The Pitt Rivers Museum will stage a launch event for LGBT+ History Month on Friday (November 15), to kick off celebrations for the month itself which will be celebrated in February 2020.
The free event, ‘Museum Late Night: Diversity’ will include a series of talks, tours of the museum, poetry, stalls and activities, as well as a diversity-themed light and sound show projected onto the Pitt Rivers and Museum of Natural History buildings.
The launch will be preceded by ‘Story Time with LGBT History Month: Stonewall,’ in which Stephen Boyce, the Chair of Trustees of the education charity Schools Out UK and LGBT+ History Month, will read an account of the 1969 Stonewall uprising for schoolchildren, narrated from the viewpoint of the building itself.

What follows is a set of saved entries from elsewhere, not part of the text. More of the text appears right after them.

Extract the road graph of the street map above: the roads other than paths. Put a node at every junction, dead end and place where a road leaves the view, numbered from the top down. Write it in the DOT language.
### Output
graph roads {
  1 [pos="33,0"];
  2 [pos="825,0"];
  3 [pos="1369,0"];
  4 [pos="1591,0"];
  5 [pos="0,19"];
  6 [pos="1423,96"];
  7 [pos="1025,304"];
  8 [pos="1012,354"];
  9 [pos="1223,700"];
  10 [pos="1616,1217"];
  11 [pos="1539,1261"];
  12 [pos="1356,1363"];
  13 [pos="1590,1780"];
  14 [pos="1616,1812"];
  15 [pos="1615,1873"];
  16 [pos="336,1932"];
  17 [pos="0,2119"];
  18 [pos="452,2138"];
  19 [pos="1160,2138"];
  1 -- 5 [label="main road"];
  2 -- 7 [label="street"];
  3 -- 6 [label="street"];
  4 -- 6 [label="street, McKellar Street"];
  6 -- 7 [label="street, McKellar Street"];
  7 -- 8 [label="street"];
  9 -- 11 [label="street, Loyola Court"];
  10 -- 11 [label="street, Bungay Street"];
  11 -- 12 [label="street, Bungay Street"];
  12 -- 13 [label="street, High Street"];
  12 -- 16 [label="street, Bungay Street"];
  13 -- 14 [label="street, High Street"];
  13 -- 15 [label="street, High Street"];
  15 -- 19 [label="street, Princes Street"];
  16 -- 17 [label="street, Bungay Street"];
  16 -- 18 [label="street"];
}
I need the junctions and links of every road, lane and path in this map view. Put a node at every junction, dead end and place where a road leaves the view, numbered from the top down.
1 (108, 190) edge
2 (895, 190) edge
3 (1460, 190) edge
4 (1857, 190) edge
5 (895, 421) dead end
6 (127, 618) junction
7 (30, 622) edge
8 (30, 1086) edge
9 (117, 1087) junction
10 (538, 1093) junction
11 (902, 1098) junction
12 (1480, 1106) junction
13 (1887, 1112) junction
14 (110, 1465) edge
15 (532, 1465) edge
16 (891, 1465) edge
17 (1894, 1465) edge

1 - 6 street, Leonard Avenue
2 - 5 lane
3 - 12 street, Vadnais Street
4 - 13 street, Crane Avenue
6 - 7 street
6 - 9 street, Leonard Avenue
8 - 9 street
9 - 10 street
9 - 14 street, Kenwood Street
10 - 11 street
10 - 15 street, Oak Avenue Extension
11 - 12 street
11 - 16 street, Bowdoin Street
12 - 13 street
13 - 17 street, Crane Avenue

Boyce said: “Each year we find prestigious venues such as the Pitt Rivers Museum want to host the launch event, and each year more and more members of the general public want to be involved and included. Society is changing for the better; let’s keep up the fight for liberation, for all!”
Other speakers will include Dean Atta, author of ‘The Black Flamingo,’ which describes the coming-of-age story of a mixed-race gay teen who takes up drag at university, Caroline Paige, who served as the first openly transgender officer in the UK armed forces, Zayna Ratty, the chair of Oxford Pride, and Sue Sanders, founder of LGBT+ History Month.
Sanders, who initiated the first UK LGBT+ History Month as part of a Schools Out project in February 2005, told Cherwell: “We have been invisible for so long, and we came up with the idea for LGBT+ His- tory Month just after Section 28 died, and it was also at the time when the Labour government was talking about a single equality act, so we thought it was the per- fect time to launch a month that would celebrate LGBT.”
She said this year’s launch is different because “we’re teamed up with the Pitt Rivers Museum, and we’re very pleased to be a part of an institution’s celebration of the LGBTQ+ community.”
Ratty said she was “so proud to be included in such esteemed company” as the first person of colour to serve as chair of Oxford Pride, and added: “As we move forward through time, getting by pure effort similar rights to those who don’t identity [as LGBTQ+], we should remember those who came before us. In hosting this event the Pitt Rivers is publicly showing its commitment to diversity, learning and unlearning past narratives.
“I have had to silence myself at times to avoid being subject to multiple layers of discrimination from both inside and outside of the community and knowing that we all have a part in its future is why we do what we do.
“I know, if the graphics work, when I see the Pride branding projected onto the side of the building, I will have tears in my eyes.”
Numerous organisations will also form part of the event, including Blackwell’s, who will run an LGBTQ+ bookstall, and Pink Times and OX & Fyne Times are expected to among stallholders. Musical performers will include indie rock group Junk Whale, and Aphra Taylor, a folk and grunge artist, as well as Drag Syndrome, a drag troupe made up of performers with Down’s Syndrome.
Since 2005, museums have often been the sites of November launch events, with the British Library’s launch event in London taking place on November 14.